Records from a data collection

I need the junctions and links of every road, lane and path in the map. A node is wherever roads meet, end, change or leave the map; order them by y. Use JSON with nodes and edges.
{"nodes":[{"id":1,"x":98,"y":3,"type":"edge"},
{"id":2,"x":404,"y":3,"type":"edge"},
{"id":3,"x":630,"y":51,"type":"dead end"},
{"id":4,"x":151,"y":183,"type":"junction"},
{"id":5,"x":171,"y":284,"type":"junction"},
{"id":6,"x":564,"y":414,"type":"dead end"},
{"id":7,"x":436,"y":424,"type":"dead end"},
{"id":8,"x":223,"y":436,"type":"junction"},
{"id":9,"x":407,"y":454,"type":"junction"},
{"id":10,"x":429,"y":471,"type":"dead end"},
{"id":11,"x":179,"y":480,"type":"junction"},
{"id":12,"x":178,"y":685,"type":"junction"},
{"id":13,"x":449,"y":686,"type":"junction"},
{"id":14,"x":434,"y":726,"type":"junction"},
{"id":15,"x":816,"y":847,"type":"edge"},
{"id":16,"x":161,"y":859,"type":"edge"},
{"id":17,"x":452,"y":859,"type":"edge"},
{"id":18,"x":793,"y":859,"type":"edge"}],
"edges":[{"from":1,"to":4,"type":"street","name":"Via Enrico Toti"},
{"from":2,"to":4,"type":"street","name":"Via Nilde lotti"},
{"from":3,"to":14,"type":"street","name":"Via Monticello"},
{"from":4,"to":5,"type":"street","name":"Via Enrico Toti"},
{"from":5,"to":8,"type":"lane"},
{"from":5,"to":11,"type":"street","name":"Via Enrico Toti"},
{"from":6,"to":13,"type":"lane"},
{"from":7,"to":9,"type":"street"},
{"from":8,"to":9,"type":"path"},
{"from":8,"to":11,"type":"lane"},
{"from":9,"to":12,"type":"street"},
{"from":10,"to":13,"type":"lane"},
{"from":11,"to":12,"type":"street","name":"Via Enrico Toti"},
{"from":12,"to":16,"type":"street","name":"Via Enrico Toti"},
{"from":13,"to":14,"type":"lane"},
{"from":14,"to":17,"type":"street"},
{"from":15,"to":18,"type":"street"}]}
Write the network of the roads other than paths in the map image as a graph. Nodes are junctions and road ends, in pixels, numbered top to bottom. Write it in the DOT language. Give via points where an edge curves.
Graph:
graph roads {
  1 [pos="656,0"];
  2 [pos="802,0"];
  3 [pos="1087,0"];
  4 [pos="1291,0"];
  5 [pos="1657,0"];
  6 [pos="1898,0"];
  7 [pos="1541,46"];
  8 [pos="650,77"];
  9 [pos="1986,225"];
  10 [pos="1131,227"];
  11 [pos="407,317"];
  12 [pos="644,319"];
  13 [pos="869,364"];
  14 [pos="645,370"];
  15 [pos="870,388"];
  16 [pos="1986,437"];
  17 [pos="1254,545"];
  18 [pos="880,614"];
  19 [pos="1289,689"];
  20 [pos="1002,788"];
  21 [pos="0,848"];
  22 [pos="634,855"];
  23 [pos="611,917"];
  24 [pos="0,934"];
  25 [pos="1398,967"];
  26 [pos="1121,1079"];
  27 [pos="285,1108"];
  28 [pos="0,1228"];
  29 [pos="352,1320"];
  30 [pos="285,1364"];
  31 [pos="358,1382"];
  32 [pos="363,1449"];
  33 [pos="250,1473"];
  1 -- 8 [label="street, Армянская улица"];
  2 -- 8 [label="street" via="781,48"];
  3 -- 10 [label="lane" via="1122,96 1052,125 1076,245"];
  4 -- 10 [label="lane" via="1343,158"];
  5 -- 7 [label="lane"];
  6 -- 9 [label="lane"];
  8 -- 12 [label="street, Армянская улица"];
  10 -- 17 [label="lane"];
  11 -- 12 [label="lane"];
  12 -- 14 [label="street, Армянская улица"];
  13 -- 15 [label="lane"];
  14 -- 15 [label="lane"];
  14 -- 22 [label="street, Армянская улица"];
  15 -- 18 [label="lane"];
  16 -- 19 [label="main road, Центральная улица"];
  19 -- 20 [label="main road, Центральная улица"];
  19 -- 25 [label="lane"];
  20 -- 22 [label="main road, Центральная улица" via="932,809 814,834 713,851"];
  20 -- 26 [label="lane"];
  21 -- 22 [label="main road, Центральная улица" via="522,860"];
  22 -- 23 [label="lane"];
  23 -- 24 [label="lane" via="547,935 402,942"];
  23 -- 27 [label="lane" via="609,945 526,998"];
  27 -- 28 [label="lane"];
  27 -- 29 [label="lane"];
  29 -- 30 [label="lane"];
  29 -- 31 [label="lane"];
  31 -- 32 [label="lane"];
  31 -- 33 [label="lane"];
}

Task description: Going line by line, set down the data above exactly as given.

Task response:
I need the junctions and links of every road, lane and path in the map. A node is wherever roads meet, end, change or leave the map; order them by y. Use JSON with nodes and edges.
{"nodes":[{"id":1,"x":98,"y":3,"type":"edge"},
{"id":2,"x":404,"y":3,"type":"edge"},
{"id":3,"x":630,"y":51,"type":"dead end"},
{"id":4,"x":151,"y":183,"type":"junction"},
{"id":5,"x":171,"y":284,"type":"junction"},
{"id":6,"x":564,"y":414,"type":"dead end"},
{"id":7,"x":436,"y":424,"type":"dead end"},
{"id":8,"x":223,"y":436,"type":"junction"},
{"id":9,"x":407,"y":454,"type":"junction"},
{"id":10,"x":429,"y":471,"type":"dead end"},
{"id":11,"x":179,"y":480,"type":"junction"},
{"id":12,"x":178,"y":685,"type":"junction"},
{"id":13,"x":449,"y":686,"type":"junction"},
{"id":14,"x":434,"y":726,"type":"junction"},
{"id":15,"x":816,"y":847,"type":"edge"},
{"id":16,"x":161,"y":859,"type":"edge"},
{"id":17,"x":452,"y":859,"type":"edge"},
{"id":18,"x":793,"y":859,"type":"edge"}],
"edges":[{"from":1,"to":4,"type":"street","name":"Via Enrico Toti"},
{"from":2,"to":4,"type":"street","name":"Via Nilde lotti"},
{"from":3,"to":14,"type":"street","name":"Via Monticello"},
{"from":4,"to":5,"type":"street","name":"Via Enrico Toti"},
{"from":5,"to":8,"type":"lane"},
{"from":5,"to":11,"type":"street","name":"Via Enrico Toti"},
{"from":6,"to":13,"type":"lane"},
{"from":7,"to":9,"type":"street"},
{"from":8,"to":9,"type":"path"},
{"from":8,"to":11,"type":"lane"},
{"from":9,"to":12,"type":"street"},
{"from":10,"to":13,"type":"lane"},
{"from":11,"to":12,"type":"street","name":"Via Enrico Toti"},
{"from":12,"to":16,"type":"street","name":"Via Enrico Toti"},
{"from":13,"to":14,"type":"lane"},
{"from":14,"to":17,"type":"street"},
{"from":15,"to":18,"type":"street"}]}
Write the network of the roads other than paths in the map image as a graph. Nodes are junctions and road ends, in pixels, numbered top to bottom. Write it in the DOT language. Give via points where an edge curves.
Graph:
graph roads {
  1 [pos="656,0"];
  2 [pos="802,0"];
  3 [pos="1087,0"];
  4 [pos="1291,0"];
  5 [pos="1657,0"];
  6 [pos="1898,0"];
  7 [pos="1541,46"];
  8 [pos="650,77"];
  9 [pos="1986,225"];
  10 [pos="1131,227"];
  11 [pos="407,317"];
  12 [pos="644,319"];
  13 [pos="869,364"];
  14 [pos="645,370"];
  15 [pos="870,388"];
  16 [pos="1986,437"];
  17 [pos="1254,545"];
  18 [pos="880,614"];
  19 [pos="1289,689"];
  20 [pos="1002,788"];
  21 [pos="0,848"];
  22 [pos="634,855"];
  23 [pos="611,917"];
  24 [pos="0,934"];
  25 [pos="1398,967"];
  26 [pos="1121,1079"];
  27 [pos="285,1108"];
  28 [pos="0,1228"];
  29 [pos="352,1320"];
  30 [pos="285,1364"];
  31 [pos="358,1382"];
  32 [pos="363,1449"];
  33 [pos="250,1473"];
  1 -- 8 [label="street, Армянская улица"];
  2 -- 8 [label="street" via="781,48"];
  3 -- 10 [label="lane" via="1122,96 1052,125 1076,245"];
  4 -- 10 [label="lane" via="1343,158"];
  5 -- 7 [label="lane"];
  6 -- 9 [label="lane"];
  8 -- 12 [label="street, Армянская улица"];
  10 -- 17 [label="lane"];
  11 -- 12 [label="lane"];
  12 -- 14 [label="street, Армянская улица"];
  13 -- 15 [label="lane"];
  14 -- 15 [label="lane"];
  14 -- 22 [label="street, Армянская улица"];
  15 -- 18 [label="lane"];
  16 -- 19 [label="main road, Центральная улица"];
  19 -- 20 [label="main road, Центральная улица"];
  19 -- 25 [label="lane"];
  20 -- 22 [label="main road, Центральная улица" via="932,809 814,834 713,851"];
  20 -- 26 [label="lane"];
  21 -- 22 [label="main road, Центральная улица" via="522,860"];
  22 -- 23 [label="lane"];
  23 -- 24 [label="lane" via="547,935 402,942"];
  23 -- 27 [label="lane" via="609,945 526,998"];
  27 -- 28 [label="lane"];
  27 -- 29 [label="lane"];
  29 -- 30 [label="lane"];
  29 -- 31 [label="lane"];
  31 -- 32 [label="lane"];
  31 -- 33 [label="lane"];
}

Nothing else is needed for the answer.